Dataset excerpts:
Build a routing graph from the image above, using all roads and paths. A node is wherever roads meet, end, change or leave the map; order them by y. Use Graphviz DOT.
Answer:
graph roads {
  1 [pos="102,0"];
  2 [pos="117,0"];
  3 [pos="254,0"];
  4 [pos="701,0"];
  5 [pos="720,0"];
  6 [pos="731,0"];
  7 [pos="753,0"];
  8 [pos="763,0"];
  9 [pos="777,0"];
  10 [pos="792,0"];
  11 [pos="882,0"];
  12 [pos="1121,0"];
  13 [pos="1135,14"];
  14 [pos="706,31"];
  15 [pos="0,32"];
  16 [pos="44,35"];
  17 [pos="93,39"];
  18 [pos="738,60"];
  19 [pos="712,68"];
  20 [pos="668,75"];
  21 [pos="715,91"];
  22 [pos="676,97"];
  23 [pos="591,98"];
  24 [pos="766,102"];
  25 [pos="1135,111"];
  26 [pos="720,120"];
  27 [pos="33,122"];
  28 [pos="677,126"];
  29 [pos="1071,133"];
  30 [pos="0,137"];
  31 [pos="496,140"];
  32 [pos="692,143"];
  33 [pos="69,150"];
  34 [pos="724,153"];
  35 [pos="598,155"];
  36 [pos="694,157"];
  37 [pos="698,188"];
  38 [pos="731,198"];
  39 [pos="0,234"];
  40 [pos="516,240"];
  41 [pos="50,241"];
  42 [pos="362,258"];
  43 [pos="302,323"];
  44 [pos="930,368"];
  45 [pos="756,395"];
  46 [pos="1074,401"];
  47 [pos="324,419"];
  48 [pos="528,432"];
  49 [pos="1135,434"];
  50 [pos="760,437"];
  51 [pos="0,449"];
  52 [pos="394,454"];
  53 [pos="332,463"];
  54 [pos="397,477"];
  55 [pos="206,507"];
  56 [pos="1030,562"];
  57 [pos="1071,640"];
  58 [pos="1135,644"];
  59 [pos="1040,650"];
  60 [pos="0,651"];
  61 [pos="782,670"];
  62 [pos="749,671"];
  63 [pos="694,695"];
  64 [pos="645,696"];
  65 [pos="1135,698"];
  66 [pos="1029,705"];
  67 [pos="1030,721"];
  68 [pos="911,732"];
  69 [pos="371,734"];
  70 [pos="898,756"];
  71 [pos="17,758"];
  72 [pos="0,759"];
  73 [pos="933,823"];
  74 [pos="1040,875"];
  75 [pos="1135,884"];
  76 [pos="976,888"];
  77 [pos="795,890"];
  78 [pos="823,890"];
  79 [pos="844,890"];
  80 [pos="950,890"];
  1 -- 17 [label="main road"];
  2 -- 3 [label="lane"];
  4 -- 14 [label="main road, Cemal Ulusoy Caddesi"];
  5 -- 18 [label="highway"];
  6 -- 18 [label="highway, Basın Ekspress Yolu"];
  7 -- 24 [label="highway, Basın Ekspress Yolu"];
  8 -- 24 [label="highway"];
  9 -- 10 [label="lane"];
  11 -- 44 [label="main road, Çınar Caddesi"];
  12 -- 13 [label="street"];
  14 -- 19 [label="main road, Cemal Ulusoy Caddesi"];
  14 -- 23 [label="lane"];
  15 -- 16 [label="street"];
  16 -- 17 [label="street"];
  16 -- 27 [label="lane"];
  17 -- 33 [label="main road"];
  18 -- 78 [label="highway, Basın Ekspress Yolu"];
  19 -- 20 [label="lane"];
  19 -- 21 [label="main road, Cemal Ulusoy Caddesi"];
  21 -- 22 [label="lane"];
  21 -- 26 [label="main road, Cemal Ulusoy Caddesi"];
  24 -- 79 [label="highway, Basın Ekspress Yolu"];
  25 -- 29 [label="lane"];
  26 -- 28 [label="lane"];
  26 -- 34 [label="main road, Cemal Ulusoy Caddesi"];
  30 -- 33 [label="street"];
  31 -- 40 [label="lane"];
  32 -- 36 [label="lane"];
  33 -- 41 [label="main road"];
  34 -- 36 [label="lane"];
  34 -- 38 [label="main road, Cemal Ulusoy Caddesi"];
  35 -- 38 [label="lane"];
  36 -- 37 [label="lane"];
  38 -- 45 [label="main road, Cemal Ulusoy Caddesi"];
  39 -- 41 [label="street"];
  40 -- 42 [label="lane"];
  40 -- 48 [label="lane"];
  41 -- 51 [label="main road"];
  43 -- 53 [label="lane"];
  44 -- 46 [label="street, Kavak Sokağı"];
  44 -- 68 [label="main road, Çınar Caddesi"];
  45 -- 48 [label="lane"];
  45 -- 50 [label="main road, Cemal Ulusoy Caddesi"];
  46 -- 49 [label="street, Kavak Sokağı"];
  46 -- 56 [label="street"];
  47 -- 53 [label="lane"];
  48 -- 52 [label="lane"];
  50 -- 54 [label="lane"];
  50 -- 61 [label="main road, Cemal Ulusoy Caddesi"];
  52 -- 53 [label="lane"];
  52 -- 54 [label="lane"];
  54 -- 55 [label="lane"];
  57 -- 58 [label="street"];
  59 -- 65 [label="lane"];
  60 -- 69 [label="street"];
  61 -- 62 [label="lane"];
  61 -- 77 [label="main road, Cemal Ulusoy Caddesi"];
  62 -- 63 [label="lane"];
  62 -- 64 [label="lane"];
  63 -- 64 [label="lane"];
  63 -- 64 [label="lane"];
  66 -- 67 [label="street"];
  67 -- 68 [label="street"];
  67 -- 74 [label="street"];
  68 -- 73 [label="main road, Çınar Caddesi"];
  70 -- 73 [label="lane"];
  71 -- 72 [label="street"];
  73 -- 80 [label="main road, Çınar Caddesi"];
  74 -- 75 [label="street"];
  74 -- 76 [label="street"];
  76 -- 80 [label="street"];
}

Task to complete: Every record must appear in the answer exactly as it does above.

Response to the task:
Build a routing graph from the image above, using all roads and paths. A node is wherever roads meet, end, change or leave the map; order them by y. Use Graphviz DOT.
Answer:
graph roads {
  1 [pos="102,0"];
  2 [pos="117,0"];
  3 [pos="254,0"];
  4 [pos="701,0"];
  5 [pos="720,0"];
  6 [pos="731,0"];
  7 [pos="753,0"];
  8 [pos="763,0"];
  9 [pos="777,0"];
  10 [pos="792,0"];
  11 [pos="882,0"];
  12 [pos="1121,0"];
  13 [pos="1135,14"];
  14 [pos="706,31"];
  15 [pos="0,32"];
  16 [pos="44,35"];
  17 [pos="93,39"];
  18 [pos="738,60"];
  19 [pos="712,68"];
  20 [pos="668,75"];
  21 [pos="715,91"];
  22 [pos="676,97"];
  23 [pos="591,98"];
  24 [pos="766,102"];
  25 [pos="1135,111"];
  26 [pos="720,120"];
  27 [pos="33,122"];
  28 [pos="677,126"];
  29 [pos="1071,133"];
  30 [pos="0,137"];
  31 [pos="496,140"];
  32 [pos="692,143"];
  33 [pos="69,150"];
  34 [pos="724,153"];
  35 [pos="598,155"];
  36 [pos="694,157"];
  37 [pos="698,188"];
  38 [pos="731,198"];
  39 [pos="0,234"];
  40 [pos="516,240"];
  41 [pos="50,241"];
  42 [pos="362,258"];
  43 [pos="302,323"];
  44 [pos="930,368"];
  45 [pos="756,395"];
  46 [pos="1074,401"];
  47 [pos="324,419"];
  48 [pos="528,432"];
  49 [pos="1135,434"];
  50 [pos="760,437"];
  51 [pos="0,449"];
  52 [pos="394,454"];
  53 [pos="332,463"];
  54 [pos="397,477"];
  55 [pos="206,507"];
  56 [pos="1030,562"];
  57 [pos="1071,640"];
  58 [pos="1135,644"];
  59 [pos="1040,650"];
  60 [pos="0,651"];
  61 [pos="782,670"];
  62 [pos="749,671"];
  63 [pos="694,695"];
  64 [pos="645,696"];
  65 [pos="1135,698"];
  66 [pos="1029,705"];
  67 [pos="1030,721"];
  68 [pos="911,732"];
  69 [pos="371,734"];
  70 [pos="898,756"];
  71 [pos="17,758"];
  72 [pos="0,759"];
  73 [pos="933,823"];
  74 [pos="1040,875"];
  75 [pos="1135,884"];
  76 [pos="976,888"];
  77 [pos="795,890"];
  78 [pos="823,890"];
  79 [pos="844,890"];
  80 [pos="950,890"];
  1 -- 17 [label="main road"];
  2 -- 3 [label="lane"];
  4 -- 14 [label="main road, Cemal Ulusoy Caddesi"];
  5 -- 18 [label="highway"];
  6 -- 18 [label="highway, Basın Ekspress Yolu"];
  7 -- 24 [label="highway, Basın Ekspress Yolu"];
  8 -- 24 [label="highway"];
  9 -- 10 [label="lane"];
  11 -- 44 [label="main road, Çınar Caddesi"];
  12 -- 13 [label="street"];
  14 -- 19 [label="main road, Cemal Ulusoy Caddesi"];
  14 -- 23 [label="lane"];
  15 -- 16 [label="street"];
  16 -- 17 [label="street"];
  16 -- 27 [label="lane"];
  17 -- 33 [label="main road"];
  18 -- 78 [label="highway, Basın Ekspress Yolu"];
  19 -- 20 [label="lane"];
  19 -- 21 [label="main road, Cemal Ulusoy Caddesi"];
  21 -- 22 [label="lane"];
  21 -- 26 [label="main road, Cemal Ulusoy Caddesi"];
  24 -- 79 [label="highway, Basın Ekspress Yolu"];
  25 -- 29 [label="lane"];
  26 -- 28 [label="lane"];
  26 -- 34 [label="main road, Cemal Ulusoy Caddesi"];
  30 -- 33 [label="street"];
  31 -- 40 [label="lane"];
  32 -- 36 [label="lane"];
  33 -- 41 [label="main road"];
  34 -- 36 [label="lane"];
  34 -- 38 [label="main road, Cemal Ulusoy Caddesi"];
  35 -- 38 [label="lane"];
  36 -- 37 [label="lane"];
  38 -- 45 [label="main road, Cemal Ulusoy Caddesi"];
  39 -- 41 [label="street"];
  40 -- 42 [label="lane"];
  40 -- 48 [label="lane"];
  41 -- 51 [label="main road"];
  43 -- 53 [label="lane"];
  44 -- 46 [label="street, Kavak Sokağı"];
  44 -- 68 [label="main road, Çınar Caddesi"];
  45 -- 48 [label="lane"];
  45 -- 50 [label="main road, Cemal Ulusoy Caddesi"];
  46 -- 49 [label="street, Kavak Sokağı"];
  46 -- 56 [label="street"];
  47 -- 53 [label="lane"];
  48 -- 52 [label="lane"];
  50 -- 54 [label="lane"];
  50 -- 61 [label="main road, Cemal Ulusoy Caddesi"];
  52 -- 53 [label="lane"];
  52 -- 54 [label="lane"];
  54 -- 55 [label="lane"];
  57 -- 58 [label="street"];
  59 -- 65 [label="lane"];
  60 -- 69 [label="street"];
  61 -- 62 [label="lane"];
  61 -- 77 [label="main road, Cemal Ulusoy Caddesi"];
  62 -- 63 [label="lane"];
  62 -- 64 [label="lane"];
  63 -- 64 [label="lane"];
  63 -- 64 [label="lane"];
  66 -- 67 [label="street"];
  67 -- 68 [label="street"];
  67 -- 74 [label="street"];
  68 -- 73 [label="main road, Çınar Caddesi"];
  70 -- 73 [label="lane"];
  71 -- 72 [label="street"];
  73 -- 80 [label="main road, Çınar Caddesi"];
  74 -- 75 [label="street"];
  74 -- 76 [label="street"];
  76 -- 80 [label="street"];
}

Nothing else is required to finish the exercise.